Qatar, in size, is only 0.5% the land/ocean mass of Saudi Arabia. Yet, despite its size, it punches well above its weight in the international arena, just like its neighbour. Most of this is down to one thing: liquefied natural gas. Qatar is the world’s leading LNG producer and exporter in the world, and that vast wealth has fuelled the dramatic transformation of its economy since 1996 when the first shipment of Qatari LNG set sail for Japan.

But uneasy lies the crown. There are usurpers to the throne. Australia, after over a decade of overstuffed budgets and overextended deadlines, is hot on Qatar’s heels. In some months of 2019, Australian LNG production and exports actually exceeded Qatar’s. And coming up both Australia and Qatar’s back rapidly is the US. The shale revolution not only transformed US oil industry; it did the same for the US natural gas industry as well. The abundance of onshore natural gas liquids has fuelled an LNG export boom in the US, with some two dozen projects in various states of completion and development. In 2019, the US accounted for more than half of new liquefaction capacity added worldwide. In the same year, the US leapfrogged Malaysia as the third largest LNG exporter in the world, and by 2025, its LNG production capacity could reach almost 15 bcf/d – eclipsing both Qatar and Australia.

The competition may be heating up, but that will not diminish Qatar’s importance. With its recent moves to tap into the vast natural gas resources in its offshore North Field and securing infrastructure though new deals for LNG ships, Qatar is prepared to defend its market share, which props up its riches. It is, after all, the Saudi Arabia of the gas world.

However, the similarities end there. While Saudi Arabia is the largest swing oil producer and the de facto leader of the OPEC and OPEC+ oil clubs, no such co-operation platform exists for natural gas/LNG. There have been attempts in the past to create one, but they have all failed. Which means that while market control and supply deals will always be an option in the oil world, the natural gas/LNG world is a cut throat business. Producers compete by offering long-term contracts for 10 or more years, locking buyers into a fixed sales cycle. Qatar was a great benefactor of this, sealing ultra-long deals with key buyers in Japan and South Korea over the 90s and 2000s, tying the price of LNG to crude oil…. a mechanism that sent its revenues into the stratosphere when crude prices breached the US$100/b level in 2011.

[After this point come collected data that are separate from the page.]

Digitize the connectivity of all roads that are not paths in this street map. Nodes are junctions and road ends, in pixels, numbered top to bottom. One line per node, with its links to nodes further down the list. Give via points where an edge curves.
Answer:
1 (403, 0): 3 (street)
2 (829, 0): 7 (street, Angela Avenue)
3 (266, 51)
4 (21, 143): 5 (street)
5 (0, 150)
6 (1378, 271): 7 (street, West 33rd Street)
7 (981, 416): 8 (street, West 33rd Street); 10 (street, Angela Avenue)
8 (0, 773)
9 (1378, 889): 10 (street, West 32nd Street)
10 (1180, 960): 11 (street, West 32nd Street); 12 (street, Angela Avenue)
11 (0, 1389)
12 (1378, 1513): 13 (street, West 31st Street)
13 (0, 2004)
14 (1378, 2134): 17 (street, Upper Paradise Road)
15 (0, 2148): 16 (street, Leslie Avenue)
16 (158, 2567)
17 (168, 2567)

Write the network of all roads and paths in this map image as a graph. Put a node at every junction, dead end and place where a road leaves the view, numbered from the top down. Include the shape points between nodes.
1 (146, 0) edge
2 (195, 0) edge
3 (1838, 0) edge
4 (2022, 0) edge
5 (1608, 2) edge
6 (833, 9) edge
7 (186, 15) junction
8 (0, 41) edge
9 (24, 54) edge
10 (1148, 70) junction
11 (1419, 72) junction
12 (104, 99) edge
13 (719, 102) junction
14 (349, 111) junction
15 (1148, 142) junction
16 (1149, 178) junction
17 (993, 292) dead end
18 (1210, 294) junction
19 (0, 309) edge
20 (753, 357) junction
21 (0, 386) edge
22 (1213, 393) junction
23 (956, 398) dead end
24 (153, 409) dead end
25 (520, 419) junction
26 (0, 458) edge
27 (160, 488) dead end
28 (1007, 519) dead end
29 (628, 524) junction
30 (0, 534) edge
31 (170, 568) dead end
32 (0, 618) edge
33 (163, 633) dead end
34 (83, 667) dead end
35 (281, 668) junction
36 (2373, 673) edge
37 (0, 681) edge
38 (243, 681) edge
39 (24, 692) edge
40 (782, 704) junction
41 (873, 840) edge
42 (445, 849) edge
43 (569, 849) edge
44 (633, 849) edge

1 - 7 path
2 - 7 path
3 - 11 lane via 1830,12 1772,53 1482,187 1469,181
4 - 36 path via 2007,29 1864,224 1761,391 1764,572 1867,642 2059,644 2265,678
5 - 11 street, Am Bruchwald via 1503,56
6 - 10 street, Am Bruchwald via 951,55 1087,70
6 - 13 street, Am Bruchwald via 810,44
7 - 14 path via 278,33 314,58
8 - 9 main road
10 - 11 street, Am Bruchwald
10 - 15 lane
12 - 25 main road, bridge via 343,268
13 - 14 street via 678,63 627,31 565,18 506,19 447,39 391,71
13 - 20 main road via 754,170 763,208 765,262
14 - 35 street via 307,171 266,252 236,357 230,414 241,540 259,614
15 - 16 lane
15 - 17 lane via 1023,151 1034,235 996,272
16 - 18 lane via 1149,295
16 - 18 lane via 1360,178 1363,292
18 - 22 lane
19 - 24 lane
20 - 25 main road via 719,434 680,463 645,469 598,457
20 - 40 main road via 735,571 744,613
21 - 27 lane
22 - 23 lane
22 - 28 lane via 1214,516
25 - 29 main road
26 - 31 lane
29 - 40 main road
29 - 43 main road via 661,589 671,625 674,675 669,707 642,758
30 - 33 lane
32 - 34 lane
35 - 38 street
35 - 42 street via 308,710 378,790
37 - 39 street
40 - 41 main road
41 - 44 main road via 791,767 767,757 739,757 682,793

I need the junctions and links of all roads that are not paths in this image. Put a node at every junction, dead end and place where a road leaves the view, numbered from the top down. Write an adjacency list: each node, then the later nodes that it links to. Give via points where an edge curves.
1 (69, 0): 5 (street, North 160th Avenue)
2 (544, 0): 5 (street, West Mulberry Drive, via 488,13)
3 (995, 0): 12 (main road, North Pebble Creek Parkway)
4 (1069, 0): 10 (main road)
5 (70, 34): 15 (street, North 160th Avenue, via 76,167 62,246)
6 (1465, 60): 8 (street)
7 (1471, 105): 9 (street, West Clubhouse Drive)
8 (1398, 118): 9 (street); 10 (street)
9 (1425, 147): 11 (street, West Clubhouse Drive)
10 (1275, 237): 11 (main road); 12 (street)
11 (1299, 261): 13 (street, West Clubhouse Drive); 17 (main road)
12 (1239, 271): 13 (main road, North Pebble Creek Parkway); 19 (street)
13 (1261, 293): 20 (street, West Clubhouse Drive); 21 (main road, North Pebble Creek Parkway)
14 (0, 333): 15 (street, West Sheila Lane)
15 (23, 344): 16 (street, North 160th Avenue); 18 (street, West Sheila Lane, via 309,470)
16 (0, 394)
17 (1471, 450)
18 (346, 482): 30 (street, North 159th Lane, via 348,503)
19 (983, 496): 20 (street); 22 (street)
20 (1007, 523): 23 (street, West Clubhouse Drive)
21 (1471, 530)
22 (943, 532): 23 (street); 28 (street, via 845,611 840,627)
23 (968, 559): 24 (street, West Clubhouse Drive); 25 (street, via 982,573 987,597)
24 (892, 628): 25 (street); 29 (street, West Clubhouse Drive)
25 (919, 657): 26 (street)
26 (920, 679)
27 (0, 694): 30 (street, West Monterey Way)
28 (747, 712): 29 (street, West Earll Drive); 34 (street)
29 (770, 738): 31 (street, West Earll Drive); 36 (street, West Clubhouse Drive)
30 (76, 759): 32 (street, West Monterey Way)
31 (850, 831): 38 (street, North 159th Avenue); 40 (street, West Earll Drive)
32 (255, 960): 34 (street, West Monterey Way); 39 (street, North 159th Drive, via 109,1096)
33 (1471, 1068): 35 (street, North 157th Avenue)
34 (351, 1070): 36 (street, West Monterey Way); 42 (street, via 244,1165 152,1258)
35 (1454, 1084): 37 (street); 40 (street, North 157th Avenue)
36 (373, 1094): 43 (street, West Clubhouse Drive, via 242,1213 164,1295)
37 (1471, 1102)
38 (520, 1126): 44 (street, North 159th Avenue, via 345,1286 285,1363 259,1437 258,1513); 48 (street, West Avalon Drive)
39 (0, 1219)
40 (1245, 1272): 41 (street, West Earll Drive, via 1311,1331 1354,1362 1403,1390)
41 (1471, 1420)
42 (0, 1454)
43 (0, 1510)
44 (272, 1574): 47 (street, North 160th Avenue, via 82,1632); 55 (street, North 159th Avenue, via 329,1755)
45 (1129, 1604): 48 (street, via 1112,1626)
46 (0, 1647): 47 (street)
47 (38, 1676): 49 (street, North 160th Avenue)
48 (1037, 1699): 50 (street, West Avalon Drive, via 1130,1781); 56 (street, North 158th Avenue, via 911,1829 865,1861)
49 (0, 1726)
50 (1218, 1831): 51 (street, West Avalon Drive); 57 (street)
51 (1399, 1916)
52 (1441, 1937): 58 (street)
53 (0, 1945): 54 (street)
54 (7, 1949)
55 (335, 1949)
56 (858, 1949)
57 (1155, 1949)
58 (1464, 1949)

That advantage is disappearing from Qatar, as the riches its reaped attracted a whole new generation of LNG producers – from Mozambique to Mexico. These additional supplies shifted the LNG world from a seller’s market to a buyer’s one. When Shell completed its Prelude project (though it was massively delayed) and Inpex finished its Ichthys site, Australia became a true rival to Qatar, with the US waiting in the wings. The abundance of new suppliers has had loyal old clients pressing for more flexibility in LNG contracts, with Japan leading the fray by demanding renegotiation of contractual terms as the world’s largest buyer. The entrance of US LNG exporters has also changed the nature of the game, shifting LNG buying from ultra-long contracts to shorter-term ones in the 2-5 year range, as well as offering a more liquid spot market.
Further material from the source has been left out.